Predicting Mechanical Failure of Electronic Assemblies
Enold Pierre-Louis
Comprehensive techniques developed at Aerospace can quantify the failure risk of electronic components—an important part of the mission assurance process.
Electronic assemblies in spacecraft and launch vehicles contain internal components that are susceptible to fatigue failures induced by thermal cycling and random vibration. Repeated deformation of components such as ASICs, hybrid circuits, and ceramic grid arrays can lead to fatigue failures of their solder joints, weld joints, adhesive bonds, and lead wires. These mechanical failures, which usually manifest themselves as electrical performance anomalies, can result in catastrophic mission loss or loss of critical functions.
Aerospace has developed integrated techniques combining finite-element stress modeling and probabilistic analysis to quickly and accurately assess the likelihood that an electronic subsystem will experience anomalies during ground processing or space operation. In some cases, these analytical techniques have helped prevent launch delays by substantiating that suspect components have adequate margins to survive worst-case launch excitations and mission thermal shifts. On other occasions, they have identified root failure causes and provided rationale for design enhancements or modified operational limits.
Basic Steps
One difficult challenge that arises periodically in space programs is the need to evaluate the risk of mechanical failure of a suspect component at an advanced stage of integration. A component can be viewed as suspect for a variety of reasons, but perhaps the most common is the failure of an identical or similar component during environmental testing. If the component has already been installed on the spacecraft, the cost and risk of removing and replacing it can be tremendous—especially if the spacecraft has moved to launch preparation. Thus, a thorough analysis is needed to determine the true risk of part failure.
![]() |
A cracked field-programmable gate array (FPGA) lead from an electronic unit caused a functional failure. Characterization testing coupled with stress analyses showed that the fatigue failure of FPGA leads was caused by dynamic resonant coupling between the circuit card and the chassis. Eventually, the units installed in the flight hardware had to be replaced. |
This risk analysis will typically involve researching the failure history of the component or similar components. It entails a detailed review of the test history, including the environments and loads the component was exposed to and the type of failures, if any, that occurred. It may also include a review of manufacturing records to identify process deviations and dimensional variations. This information is used to determine a fatigue-based damage level for the component, which can in turn be used in a statistical survival analysis. The goal is to determine the probability that the component will survive its remaining mission environments, including any remaining ground tests as well as launch and orbit. If the evaluation can show that the risk of failure is sufficiently small, then a decision can be made to use the suspect component, thereby saving the program time and money. The procedure generally encompasses four basic steps.
The first step is to determine all the critical environments that the component has already been exposed to during assembly and ground-level screening tests and that it will be subjected to during any additional system-level tests, launch, and orbit. This generally requires pedigree review of unit, subsystem, and system exposure histories and review of specifications for launch and the orbital mission environments.
The next step is to estimate the component's physical responses to these environmental loads—for example, stress, strain, and deflection.
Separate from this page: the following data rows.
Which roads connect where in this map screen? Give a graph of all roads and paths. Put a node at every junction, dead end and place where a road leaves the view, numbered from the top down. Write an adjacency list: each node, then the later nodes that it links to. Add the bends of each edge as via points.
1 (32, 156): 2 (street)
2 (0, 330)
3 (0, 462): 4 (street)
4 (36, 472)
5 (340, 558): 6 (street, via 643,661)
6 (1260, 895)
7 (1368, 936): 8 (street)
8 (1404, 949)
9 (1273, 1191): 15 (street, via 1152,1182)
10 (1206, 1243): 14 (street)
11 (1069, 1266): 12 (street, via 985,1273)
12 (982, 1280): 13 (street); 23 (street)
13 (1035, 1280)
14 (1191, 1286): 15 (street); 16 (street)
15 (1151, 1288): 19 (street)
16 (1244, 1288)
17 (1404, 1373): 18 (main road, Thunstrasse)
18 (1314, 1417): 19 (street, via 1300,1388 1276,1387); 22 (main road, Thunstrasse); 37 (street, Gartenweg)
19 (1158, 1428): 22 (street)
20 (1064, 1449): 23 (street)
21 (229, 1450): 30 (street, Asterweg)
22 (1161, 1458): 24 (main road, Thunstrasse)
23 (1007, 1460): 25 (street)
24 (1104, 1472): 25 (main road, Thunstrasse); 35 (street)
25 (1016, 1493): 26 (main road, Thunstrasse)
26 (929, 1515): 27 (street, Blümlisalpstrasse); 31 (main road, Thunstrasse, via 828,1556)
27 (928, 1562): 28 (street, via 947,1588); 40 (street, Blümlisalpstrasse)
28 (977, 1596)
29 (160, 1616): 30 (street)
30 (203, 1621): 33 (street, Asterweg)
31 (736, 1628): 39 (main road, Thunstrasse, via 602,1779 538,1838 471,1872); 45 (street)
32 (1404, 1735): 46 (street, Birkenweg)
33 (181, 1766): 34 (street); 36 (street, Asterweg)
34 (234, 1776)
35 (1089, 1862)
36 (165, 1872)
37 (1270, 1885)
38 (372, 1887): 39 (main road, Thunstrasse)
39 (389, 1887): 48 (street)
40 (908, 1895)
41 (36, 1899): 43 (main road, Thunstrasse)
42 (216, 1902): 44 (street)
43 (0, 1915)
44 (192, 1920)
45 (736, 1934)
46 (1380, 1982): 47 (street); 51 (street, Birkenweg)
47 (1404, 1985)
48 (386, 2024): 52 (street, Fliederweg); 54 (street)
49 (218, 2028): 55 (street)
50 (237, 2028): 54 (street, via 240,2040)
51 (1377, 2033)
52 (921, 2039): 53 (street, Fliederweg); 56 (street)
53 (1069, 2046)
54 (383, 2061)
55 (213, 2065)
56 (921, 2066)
For simple situations, algebraic formulas can be applied, but more commonly, the finite-element method is used because the component resides within an assembly. These finite-element models must often account for complex material behaviors and usually require a combination of procedures to determine traits such as geometric and material nonlinearities, creep behaviors as a function of temperature and time, coupled temperature and stress interactions, and friction at contact interfaces. These response models characterize the strains and stresses at critical locations in the suspect component.
The third step is to use analytical techniques to evaluate the physical damage to the component caused by the various loading events. For example, the analyst typically uses a strain-life fatigue model to determine the amount of damage induced on the component's solder joints by cyclic loads. The strain-life model is an empirically based relationship that relates the strain developed during one loading event or cycle to the number of loading cycles required to propagate a crack to failure. The extent of damage induced by each loading event can then be combined using a cumulative damage law. This approach allows the normalization of damage induced by various loading events (such as 10 to 100 large temperature cycles in acceptance testing and tens of thousands of small thermal shifts during the mission) into a generalized damage variable.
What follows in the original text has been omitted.